Emotion clearly plays a part in learning: ‘Being good at something feeds back… thereby producing and reproducing emotion, enjoyment and motivation’ (p.43). Moreover, emotions play a significant part in our professional lives, owing to ‘the pervasive nature of emotions at work’ (p.57).

 

More controversially, Wolff argues that emotions are learned behaviour: ‘We fear the boss, go crazy over our favourite who is winning the game, or enjoy the company of others, but we know these emotions only because we have learned about them in interactions with other members of the culture’ (p. 46). Emotions are often experienced as an imperative and unmediated, but Wolff argues that emotions are learned through interactions with others.
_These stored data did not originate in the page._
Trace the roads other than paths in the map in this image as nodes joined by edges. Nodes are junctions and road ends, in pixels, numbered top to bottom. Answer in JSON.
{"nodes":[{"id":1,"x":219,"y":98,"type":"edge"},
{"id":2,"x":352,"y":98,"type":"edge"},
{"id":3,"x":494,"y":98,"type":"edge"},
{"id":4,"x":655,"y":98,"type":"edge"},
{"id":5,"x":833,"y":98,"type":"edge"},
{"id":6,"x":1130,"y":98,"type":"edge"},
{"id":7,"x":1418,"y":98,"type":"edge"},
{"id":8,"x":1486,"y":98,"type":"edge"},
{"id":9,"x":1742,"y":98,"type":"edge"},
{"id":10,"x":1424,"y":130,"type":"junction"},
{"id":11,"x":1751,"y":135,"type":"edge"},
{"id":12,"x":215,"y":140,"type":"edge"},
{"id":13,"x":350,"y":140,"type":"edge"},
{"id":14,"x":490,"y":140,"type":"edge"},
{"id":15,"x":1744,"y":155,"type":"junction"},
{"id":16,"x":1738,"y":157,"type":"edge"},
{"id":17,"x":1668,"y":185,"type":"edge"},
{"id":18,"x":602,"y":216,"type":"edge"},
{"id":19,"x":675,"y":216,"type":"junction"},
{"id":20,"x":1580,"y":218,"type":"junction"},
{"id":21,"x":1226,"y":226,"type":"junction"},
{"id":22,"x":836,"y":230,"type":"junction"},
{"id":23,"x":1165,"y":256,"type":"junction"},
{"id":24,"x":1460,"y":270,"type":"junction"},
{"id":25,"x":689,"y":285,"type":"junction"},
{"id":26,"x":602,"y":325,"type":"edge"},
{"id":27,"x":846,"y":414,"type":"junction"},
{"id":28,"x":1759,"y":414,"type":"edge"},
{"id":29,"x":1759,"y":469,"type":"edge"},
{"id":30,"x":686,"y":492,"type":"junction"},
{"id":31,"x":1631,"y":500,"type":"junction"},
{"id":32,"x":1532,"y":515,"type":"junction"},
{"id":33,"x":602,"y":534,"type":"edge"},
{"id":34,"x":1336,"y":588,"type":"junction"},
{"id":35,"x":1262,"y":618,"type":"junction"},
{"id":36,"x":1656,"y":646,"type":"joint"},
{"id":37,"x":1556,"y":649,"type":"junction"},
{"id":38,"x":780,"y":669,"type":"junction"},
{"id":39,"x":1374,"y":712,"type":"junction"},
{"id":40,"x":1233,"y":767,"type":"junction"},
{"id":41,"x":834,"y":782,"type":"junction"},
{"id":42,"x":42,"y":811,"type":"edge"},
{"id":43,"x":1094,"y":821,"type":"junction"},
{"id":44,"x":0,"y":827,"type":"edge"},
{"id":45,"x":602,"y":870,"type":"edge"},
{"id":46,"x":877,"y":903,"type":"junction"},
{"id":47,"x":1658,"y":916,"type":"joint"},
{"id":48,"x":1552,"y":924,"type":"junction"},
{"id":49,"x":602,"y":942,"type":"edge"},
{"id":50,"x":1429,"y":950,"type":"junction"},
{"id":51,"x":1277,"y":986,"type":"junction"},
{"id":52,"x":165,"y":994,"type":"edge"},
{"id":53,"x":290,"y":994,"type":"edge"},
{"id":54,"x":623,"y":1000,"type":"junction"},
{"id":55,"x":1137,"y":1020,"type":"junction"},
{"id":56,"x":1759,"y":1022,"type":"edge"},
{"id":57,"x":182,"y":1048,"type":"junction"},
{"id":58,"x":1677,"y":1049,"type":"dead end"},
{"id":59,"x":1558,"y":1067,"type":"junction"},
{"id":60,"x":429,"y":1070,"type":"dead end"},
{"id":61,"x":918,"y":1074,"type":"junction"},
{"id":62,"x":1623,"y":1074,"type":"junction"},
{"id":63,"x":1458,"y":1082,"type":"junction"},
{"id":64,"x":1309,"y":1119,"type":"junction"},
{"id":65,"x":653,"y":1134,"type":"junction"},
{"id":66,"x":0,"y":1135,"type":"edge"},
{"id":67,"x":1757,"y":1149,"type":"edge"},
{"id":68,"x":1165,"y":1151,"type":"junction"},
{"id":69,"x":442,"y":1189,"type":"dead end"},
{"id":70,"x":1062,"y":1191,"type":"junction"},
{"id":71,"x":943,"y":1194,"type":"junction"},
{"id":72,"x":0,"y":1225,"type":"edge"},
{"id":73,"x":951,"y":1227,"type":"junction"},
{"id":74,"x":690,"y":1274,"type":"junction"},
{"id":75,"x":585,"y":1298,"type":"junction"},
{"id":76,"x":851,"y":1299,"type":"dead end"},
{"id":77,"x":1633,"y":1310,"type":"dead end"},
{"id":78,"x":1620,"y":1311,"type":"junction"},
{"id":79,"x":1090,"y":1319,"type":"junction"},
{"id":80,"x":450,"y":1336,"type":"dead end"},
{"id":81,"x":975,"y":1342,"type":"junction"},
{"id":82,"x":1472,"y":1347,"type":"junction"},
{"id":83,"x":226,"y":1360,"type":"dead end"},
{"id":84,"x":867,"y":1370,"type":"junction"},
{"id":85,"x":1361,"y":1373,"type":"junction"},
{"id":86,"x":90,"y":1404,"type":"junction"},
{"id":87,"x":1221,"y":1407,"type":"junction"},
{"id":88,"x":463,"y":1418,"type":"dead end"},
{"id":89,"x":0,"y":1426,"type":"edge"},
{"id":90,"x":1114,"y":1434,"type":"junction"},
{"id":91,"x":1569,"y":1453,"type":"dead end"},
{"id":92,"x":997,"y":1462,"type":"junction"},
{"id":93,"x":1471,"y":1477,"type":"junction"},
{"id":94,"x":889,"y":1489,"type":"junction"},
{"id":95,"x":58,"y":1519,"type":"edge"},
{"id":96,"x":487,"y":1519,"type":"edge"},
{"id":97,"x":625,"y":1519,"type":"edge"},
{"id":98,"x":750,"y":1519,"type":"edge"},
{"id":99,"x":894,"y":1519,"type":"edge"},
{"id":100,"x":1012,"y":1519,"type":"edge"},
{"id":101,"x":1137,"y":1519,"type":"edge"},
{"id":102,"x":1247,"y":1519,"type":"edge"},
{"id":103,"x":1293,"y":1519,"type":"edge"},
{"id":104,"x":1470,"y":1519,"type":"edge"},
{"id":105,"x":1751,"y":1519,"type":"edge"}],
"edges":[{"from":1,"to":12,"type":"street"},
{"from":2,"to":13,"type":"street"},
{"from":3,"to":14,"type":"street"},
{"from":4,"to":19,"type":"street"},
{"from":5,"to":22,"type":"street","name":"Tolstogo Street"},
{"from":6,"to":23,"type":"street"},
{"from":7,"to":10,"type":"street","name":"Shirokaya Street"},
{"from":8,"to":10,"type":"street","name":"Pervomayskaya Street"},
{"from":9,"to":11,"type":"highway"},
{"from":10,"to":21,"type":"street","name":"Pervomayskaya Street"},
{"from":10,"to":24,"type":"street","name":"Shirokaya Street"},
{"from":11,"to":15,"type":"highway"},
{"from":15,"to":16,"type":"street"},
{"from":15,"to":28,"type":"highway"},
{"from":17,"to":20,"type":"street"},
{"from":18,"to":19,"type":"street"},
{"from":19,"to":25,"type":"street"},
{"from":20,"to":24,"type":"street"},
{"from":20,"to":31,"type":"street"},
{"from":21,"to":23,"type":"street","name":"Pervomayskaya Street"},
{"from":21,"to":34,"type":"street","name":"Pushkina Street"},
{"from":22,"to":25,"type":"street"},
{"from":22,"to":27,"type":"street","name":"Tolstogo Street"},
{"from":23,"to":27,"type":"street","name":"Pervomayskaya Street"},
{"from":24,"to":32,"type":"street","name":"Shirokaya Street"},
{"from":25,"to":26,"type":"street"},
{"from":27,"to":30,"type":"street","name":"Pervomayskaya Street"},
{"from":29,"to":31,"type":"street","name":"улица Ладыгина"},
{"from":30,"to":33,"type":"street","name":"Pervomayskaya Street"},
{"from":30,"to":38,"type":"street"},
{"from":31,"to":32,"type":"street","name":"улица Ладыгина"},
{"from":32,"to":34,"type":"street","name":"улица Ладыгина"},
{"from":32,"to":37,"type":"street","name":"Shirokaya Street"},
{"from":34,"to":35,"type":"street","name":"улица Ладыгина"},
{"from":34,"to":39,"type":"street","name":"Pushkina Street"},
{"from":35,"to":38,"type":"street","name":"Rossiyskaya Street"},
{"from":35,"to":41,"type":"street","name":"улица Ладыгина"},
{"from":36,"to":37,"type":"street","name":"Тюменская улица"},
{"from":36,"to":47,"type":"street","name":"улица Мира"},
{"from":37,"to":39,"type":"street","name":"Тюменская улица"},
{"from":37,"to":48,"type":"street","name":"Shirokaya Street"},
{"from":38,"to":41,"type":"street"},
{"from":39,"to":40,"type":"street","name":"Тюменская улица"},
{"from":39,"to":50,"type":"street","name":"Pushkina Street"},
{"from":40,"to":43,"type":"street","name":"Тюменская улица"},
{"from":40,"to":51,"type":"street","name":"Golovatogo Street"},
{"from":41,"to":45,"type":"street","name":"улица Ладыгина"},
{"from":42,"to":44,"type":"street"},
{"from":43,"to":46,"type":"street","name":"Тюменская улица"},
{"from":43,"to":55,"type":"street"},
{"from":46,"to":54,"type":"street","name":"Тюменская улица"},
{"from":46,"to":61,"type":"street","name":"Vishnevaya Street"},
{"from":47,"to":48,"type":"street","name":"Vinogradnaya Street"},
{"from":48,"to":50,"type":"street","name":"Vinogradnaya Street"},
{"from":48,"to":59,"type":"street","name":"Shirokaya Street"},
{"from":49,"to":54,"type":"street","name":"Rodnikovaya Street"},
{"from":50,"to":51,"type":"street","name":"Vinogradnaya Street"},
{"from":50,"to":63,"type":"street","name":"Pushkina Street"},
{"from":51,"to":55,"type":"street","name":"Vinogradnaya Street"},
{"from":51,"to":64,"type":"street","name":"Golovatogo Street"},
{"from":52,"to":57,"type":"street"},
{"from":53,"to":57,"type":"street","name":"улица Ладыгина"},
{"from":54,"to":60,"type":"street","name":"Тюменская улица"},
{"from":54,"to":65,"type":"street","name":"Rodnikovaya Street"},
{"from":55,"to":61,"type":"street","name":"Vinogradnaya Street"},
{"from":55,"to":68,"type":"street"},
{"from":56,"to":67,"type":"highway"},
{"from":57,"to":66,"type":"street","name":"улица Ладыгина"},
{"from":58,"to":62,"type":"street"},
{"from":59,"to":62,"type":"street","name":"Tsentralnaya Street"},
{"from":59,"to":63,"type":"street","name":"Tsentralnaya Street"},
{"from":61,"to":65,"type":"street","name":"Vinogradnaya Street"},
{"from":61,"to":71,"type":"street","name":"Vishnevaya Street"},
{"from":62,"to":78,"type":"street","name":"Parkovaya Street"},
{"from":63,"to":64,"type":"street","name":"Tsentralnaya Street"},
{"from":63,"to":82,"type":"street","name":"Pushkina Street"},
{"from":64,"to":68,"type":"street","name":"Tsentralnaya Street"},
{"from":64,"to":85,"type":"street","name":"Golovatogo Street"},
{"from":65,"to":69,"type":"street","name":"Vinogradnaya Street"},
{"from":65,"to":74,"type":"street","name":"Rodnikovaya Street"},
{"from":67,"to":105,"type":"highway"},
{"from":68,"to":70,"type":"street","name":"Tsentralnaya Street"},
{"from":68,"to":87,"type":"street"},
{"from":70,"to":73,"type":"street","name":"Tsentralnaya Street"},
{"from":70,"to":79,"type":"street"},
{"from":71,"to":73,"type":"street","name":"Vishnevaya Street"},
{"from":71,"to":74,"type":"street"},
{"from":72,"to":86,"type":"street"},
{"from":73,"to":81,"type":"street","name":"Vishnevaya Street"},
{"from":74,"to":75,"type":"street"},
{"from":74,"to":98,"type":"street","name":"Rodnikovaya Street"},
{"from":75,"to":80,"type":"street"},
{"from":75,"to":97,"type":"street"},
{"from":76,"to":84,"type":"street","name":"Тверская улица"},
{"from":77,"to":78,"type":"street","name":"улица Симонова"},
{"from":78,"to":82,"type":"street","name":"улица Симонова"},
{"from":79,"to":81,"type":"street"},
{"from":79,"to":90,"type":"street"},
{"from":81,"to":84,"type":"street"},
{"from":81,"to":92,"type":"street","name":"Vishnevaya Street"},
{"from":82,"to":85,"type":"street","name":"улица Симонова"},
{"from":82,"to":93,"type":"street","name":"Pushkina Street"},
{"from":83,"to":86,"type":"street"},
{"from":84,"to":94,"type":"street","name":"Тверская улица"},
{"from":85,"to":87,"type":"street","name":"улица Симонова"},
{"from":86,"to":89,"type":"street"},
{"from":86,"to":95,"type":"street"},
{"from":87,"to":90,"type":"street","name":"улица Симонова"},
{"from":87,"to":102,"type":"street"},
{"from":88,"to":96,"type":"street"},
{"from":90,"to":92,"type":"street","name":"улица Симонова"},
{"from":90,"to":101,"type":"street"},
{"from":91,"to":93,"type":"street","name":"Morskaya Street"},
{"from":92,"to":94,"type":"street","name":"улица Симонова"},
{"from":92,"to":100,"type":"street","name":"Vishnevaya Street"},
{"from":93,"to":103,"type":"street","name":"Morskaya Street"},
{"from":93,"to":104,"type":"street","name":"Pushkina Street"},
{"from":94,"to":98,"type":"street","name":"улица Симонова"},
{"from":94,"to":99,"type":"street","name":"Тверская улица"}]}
Therefore, emotions are historically and socially determined, too.

 

It would seem, therefore, that character, individuality, is action, and we are what we do. This contradicts the idea of an essence of self determining our actions. Hence, ‘we do not know who a person is independent of the actions of that person’ and ‘attributions about who someone is are based on observable behaviour (actions)’ (p. 56). Subjectivity is the product of historical and social forces, emotions are learned behaviour, and the subject (in Activity Theory) is in a dialectical relationship with other nodes, as the subject is in a state of flux, and hence its relationship with its wider contexts is unstable and unpredictable.

 

Reference

 

Author: Michael Flavin

Underwater crochet champion.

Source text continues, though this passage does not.